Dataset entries

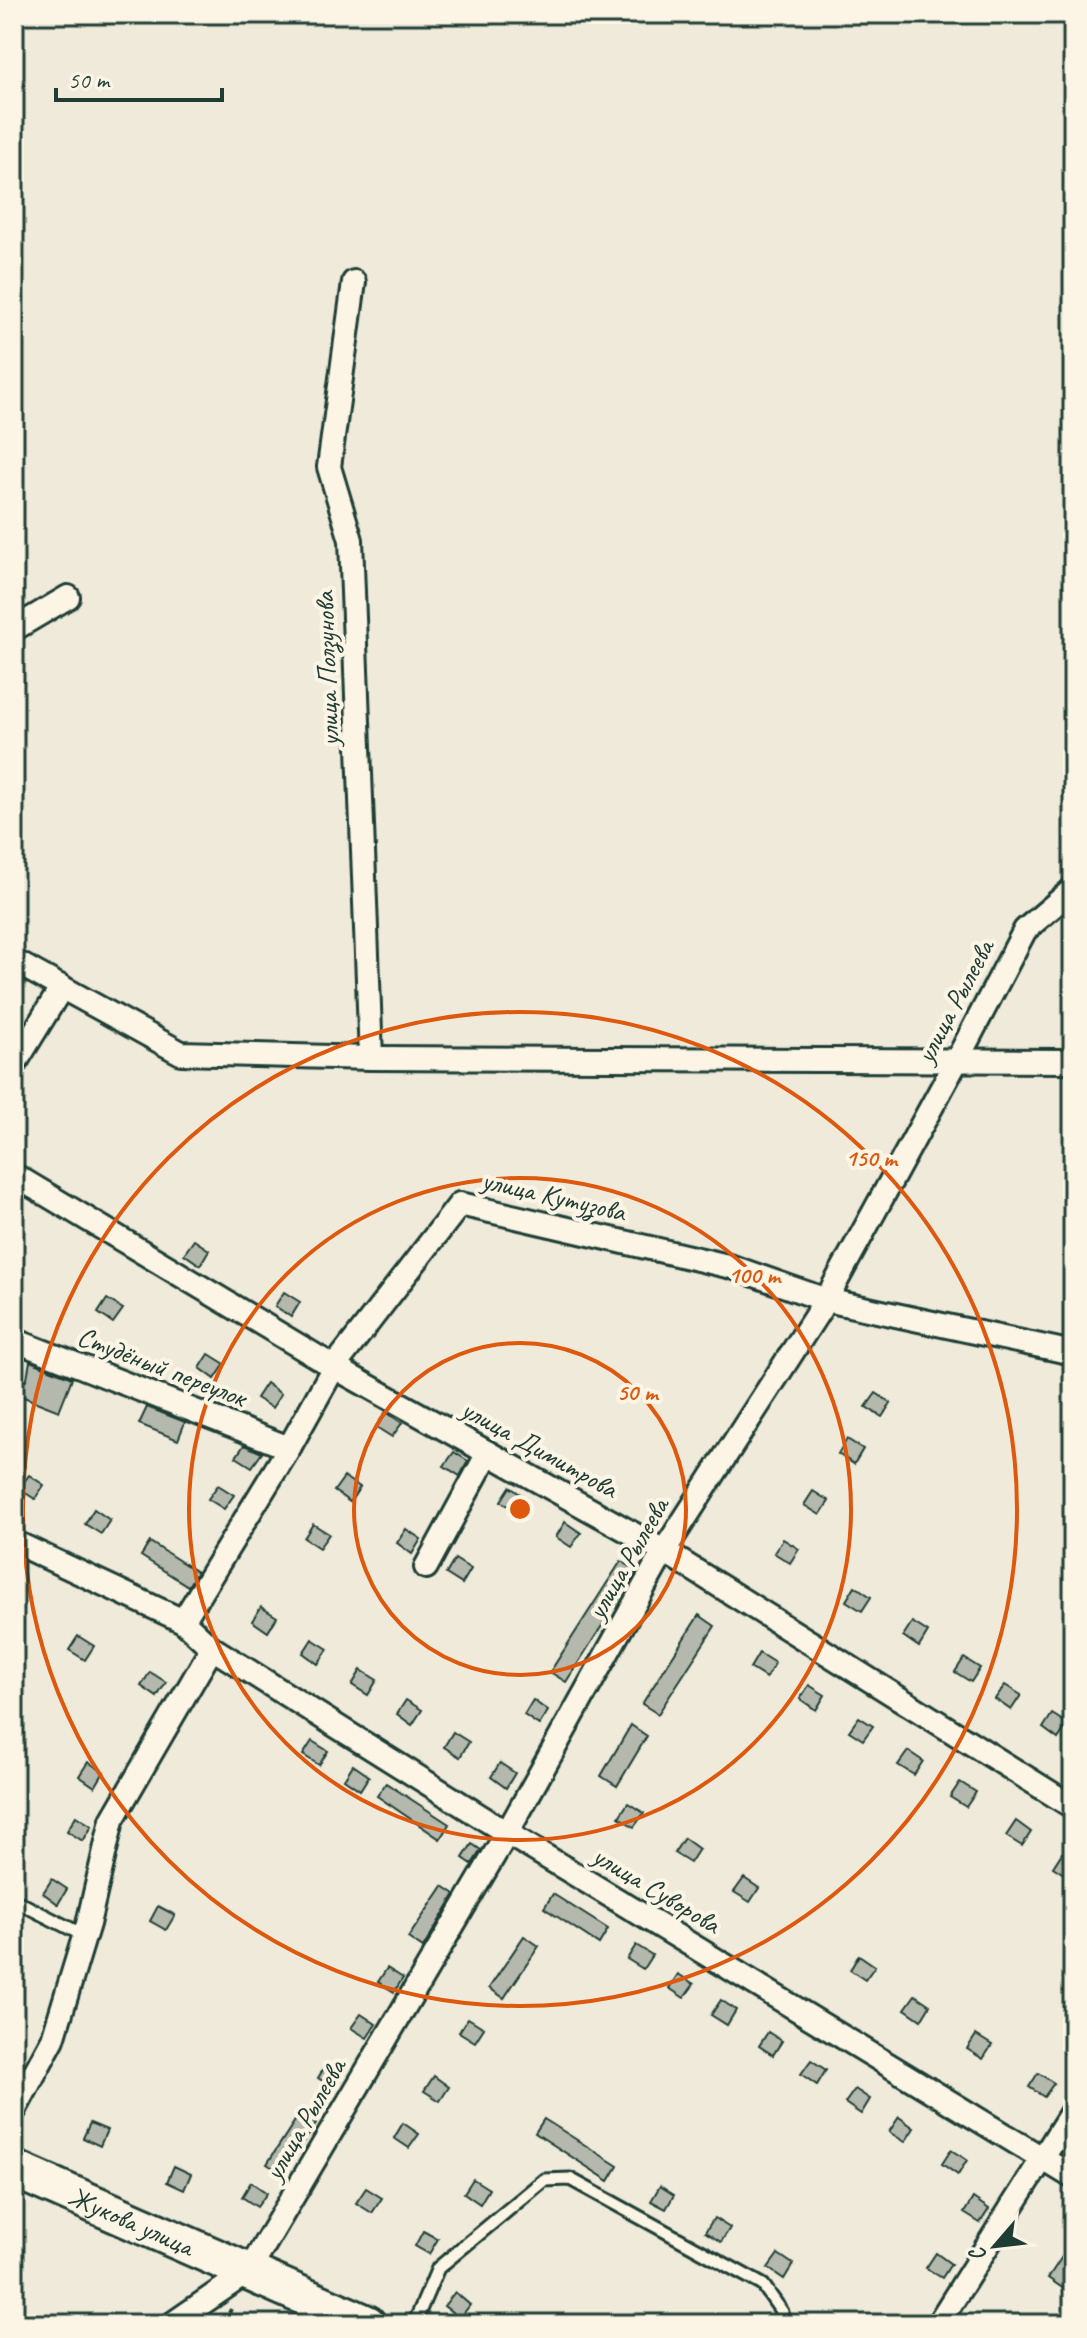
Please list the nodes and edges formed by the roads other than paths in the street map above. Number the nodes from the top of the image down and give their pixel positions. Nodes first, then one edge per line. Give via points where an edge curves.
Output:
1 (354, 282) dead end
2 (68, 597) dead end
3 (14, 629) edge
4 (1073, 889) edge
5 (14, 961) edge
6 (62, 987) junction
7 (371, 1058) junction
8 (1073, 1061) edge
9 (956, 1062) junction
10 (14, 1065) edge
11 (15, 1181) edge
12 (826, 1300) junction
13 (14, 1340) edge
14 (1073, 1353) edge
15 (334, 1367) junction
16 (289, 1448) junction
17 (488, 1453) junction
18 (14, 1542) edge
19 (664, 1551) junction
20 (426, 1567) dead end
21 (183, 1621) junction
22 (212, 1648) junction
23 (1073, 1807) edge
24 (507, 1833) junction
25 (14, 1900) edge
26 (85, 1936) junction
27 (1073, 2110) edge
28 (14, 2111) edge
29 (1043, 2158) junction
30 (1073, 2177) edge
31 (27, 2178) edge
32 (249, 2271) junction
33 (172, 2324) edge
34 (367, 2324) edge
35 (414, 2324) edge
36 (780, 2324) edge
37 (938, 2324) edge

1 - 7 street, улица Ползунова via 329,467 351,540
2 - 3 street
4 - 9 street, улица Рылеева via 1025,930
5 - 6 street
6 - 7 street via 181,1053
6 - 10 street
7 - 9 street
8 - 9 street
9 - 12 street, улица Рылеева
11 - 15 street, улица Димитрова
12 - 14 street, улица Кутузова
12 - 15 street, улица Кутузова via 732,1267 460,1204
12 - 19 street, улица Рылеева
13 - 16 street, Студёный переулок
15 - 16 street, улица Кутузова
15 - 17 street, улица Димитрова
16 - 21 street, улица Кутузова
17 - 19 street, улица Димитрова
17 - 20 street
18 - 21 street, улица Суворова
19 - 23 street, улица Димитрова
19 - 24 street, улица Рылеева
21 - 22 street, улица Суворова
22 - 24 street, улица Суворова
22 - 26 street via 112,1820
24 - 29 street, улица Суворова
24 - 32 street, улица Рылеева
25 - 26 lane
26 - 28 street via 53,2039
27 - 29 street
29 - 30 street, улица Суворова
29 - 37 street
31 - 32 main road, Жукова улица
32 - 33 street
32 - 34 main road, Жукова улица
35 - 36 lane via 438,2268 544,2180 570,2179 763,2285 782,2312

#### What this task involves:
Set down the records in full and exactly. Do not carry over any image.

#### Expected answer:
Please list the nodes and edges formed by the roads other than paths in the street map above. Number the nodes from the top of the image down and give their pixel positions. Nodes first, then one edge per line. Give via points where an edge curves.
Output:
1 (354, 282) dead end
2 (68, 597) dead end
3 (14, 629) edge
4 (1073, 889) edge
5 (14, 961) edge
6 (62, 987) junction
7 (371, 1058) junction
8 (1073, 1061) edge
9 (956, 1062) junction
10 (14, 1065) edge
11 (15, 1181) edge
12 (826, 1300) junction
13 (14, 1340) edge
14 (1073, 1353) edge
15 (334, 1367) junction
16 (289, 1448) junction
17 (488, 1453) junction
18 (14, 1542) edge
19 (664, 1551) junction
20 (426, 1567) dead end
21 (183, 1621) junction
22 (212, 1648) junction
23 (1073, 1807) edge
24 (507, 1833) junction
25 (14, 1900) edge
26 (85, 1936) junction
27 (1073, 2110) edge
28 (14, 2111) edge
29 (1043, 2158) junction
30 (1073, 2177) edge
31 (27, 2178) edge
32 (249, 2271) junction
33 (172, 2324) edge
34 (367, 2324) edge
35 (414, 2324) edge
36 (780, 2324) edge
37 (938, 2324) edge

1 - 7 street, улица Ползунова via 329,467 351,540
2 - 3 street
4 - 9 street, улица Рылеева via 1025,930
5 - 6 street
6 - 7 street via 181,1053
6 - 10 street
7 - 9 street
8 - 9 street
9 - 12 street, улица Рылеева
11 - 15 street, улица Димитрова
12 - 14 street, улица Кутузова
12 - 15 street, улица Кутузова via 732,1267 460,1204
12 - 19 street, улица Рылеева
13 - 16 street, Студёный переулок
15 - 16 street, улица Кутузова
15 - 17 street, улица Димитрова
16 - 21 street, улица Кутузова
17 - 19 street, улица Димитрова
17 - 20 street
18 - 21 street, улица Суворова
19 - 23 street, улица Димитрова
19 - 24 street, улица Рылеева
21 - 22 street, улица Суворова
22 - 24 street, улица Суворова
22 - 26 street via 112,1820
24 - 29 street, улица Суворова
24 - 32 street, улица Рылеева
25 - 26 lane
26 - 28 street via 53,2039
27 - 29 street
29 - 30 street, улица Суворова
29 - 37 street
31 - 32 main road, Жукова улица
32 - 33 street
32 - 34 main road, Жукова улица
35 - 36 lane via 438,2268 544,2180 570,2179 763,2285 782,2312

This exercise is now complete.